▶ Instructions for the task
What you return must match the listing below line for line, minus its pictures.

▶ Input for this task
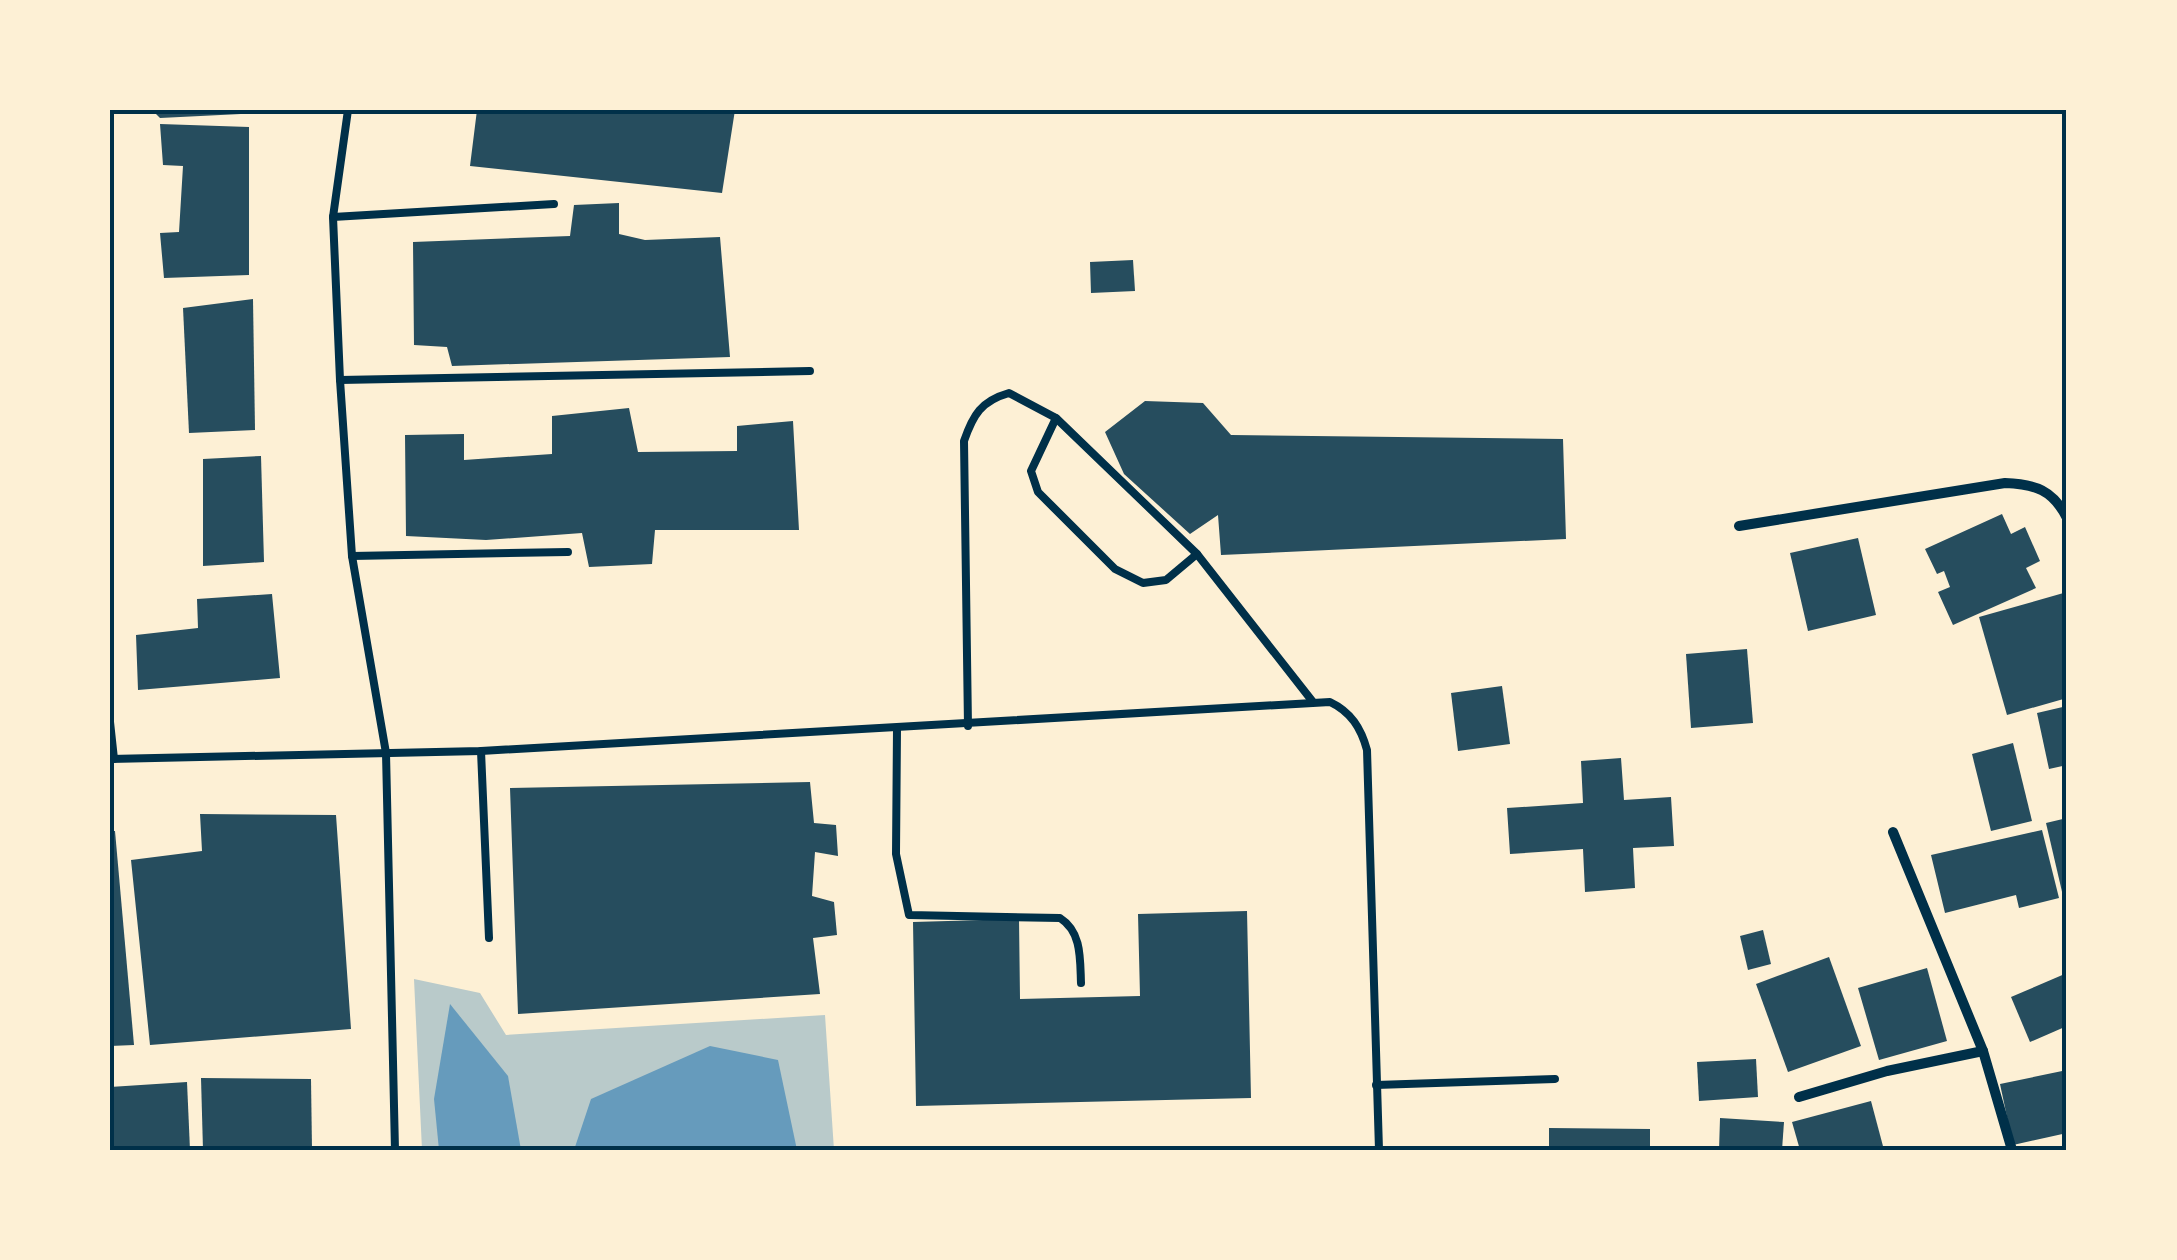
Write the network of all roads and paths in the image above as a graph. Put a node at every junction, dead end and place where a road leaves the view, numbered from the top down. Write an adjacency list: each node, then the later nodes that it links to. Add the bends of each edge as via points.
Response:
1 (348, 110): 3 (lane)
2 (554, 204): 3 (lane)
3 (333, 217): 5 (lane)
4 (810, 370): 5 (lane)
5 (340, 380): 11 (lane)
6 (1056, 418): 10 (lane); 10 (lane, via 1031,471 1038,492 1115,569 1143,584 1166,580); 14 (lane, via 1009,393 988,399 964,441)
7 (2067, 518): 8 (street, via 2058,500 2034,484 2005,482)
8 (1739, 526)
9 (568, 552): 11 (lane)
10 (1198, 554): 12 (lane)
11 (352, 556): 17 (lane)
12 (1313, 702): 14 (lane); 24 (lane, via 1344,708 1362,730 1367,750)
13 (110, 722): 18 (lane)
14 (968, 726): 15 (lane)
15 (897, 730): 16 (lane); 21 (lane, via 896,854 909,916 1060,918 1076,936)
16 (482, 751): 17 (lane); 20 (lane)
17 (386, 753): 18 (lane); 26 (lane)
18 (112, 759)
19 (1892, 832): 22 (street)
20 (489, 938)
21 (1081, 983)
22 (1983, 1051): 25 (street); 28 (street)
23 (1555, 1079): 24 (lane)
24 (1376, 1085): 27 (lane)
25 (1799, 1098)
26 (395, 1150)
27 (1379, 1150)
28 (2012, 1150)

▶ Response
Write the network of all roads and paths in the image above as a graph. Put a node at every junction, dead end and place where a road leaves the view, numbered from the top down. Write an adjacency list: each node, then the later nodes that it links to. Add the bends of each edge as via points.
Response:
1 (348, 110): 3 (lane)
2 (554, 204): 3 (lane)
3 (333, 217): 5 (lane)
4 (810, 370): 5 (lane)
5 (340, 380): 11 (lane)
6 (1056, 418): 10 (lane); 10 (lane, via 1031,471 1038,492 1115,569 1143,584 1166,580); 14 (lane, via 1009,393 988,399 964,441)
7 (2067, 518): 8 (street, via 2058,500 2034,484 2005,482)
8 (1739, 526)
9 (568, 552): 11 (lane)
10 (1198, 554): 12 (lane)
11 (352, 556): 17 (lane)
12 (1313, 702): 14 (lane); 24 (lane, via 1344,708 1362,730 1367,750)
13 (110, 722): 18 (lane)
14 (968, 726): 15 (lane)
15 (897, 730): 16 (lane); 21 (lane, via 896,854 909,916 1060,918 1076,936)
16 (482, 751): 17 (lane); 20 (lane)
17 (386, 753): 18 (lane); 26 (lane)
18 (112, 759)
19 (1892, 832): 22 (street)
20 (489, 938)
21 (1081, 983)
22 (1983, 1051): 25 (street); 28 (street)
23 (1555, 1079): 24 (lane)
24 (1376, 1085): 27 (lane)
25 (1799, 1098)
26 (395, 1150)
27 (1379, 1150)
28 (2012, 1150)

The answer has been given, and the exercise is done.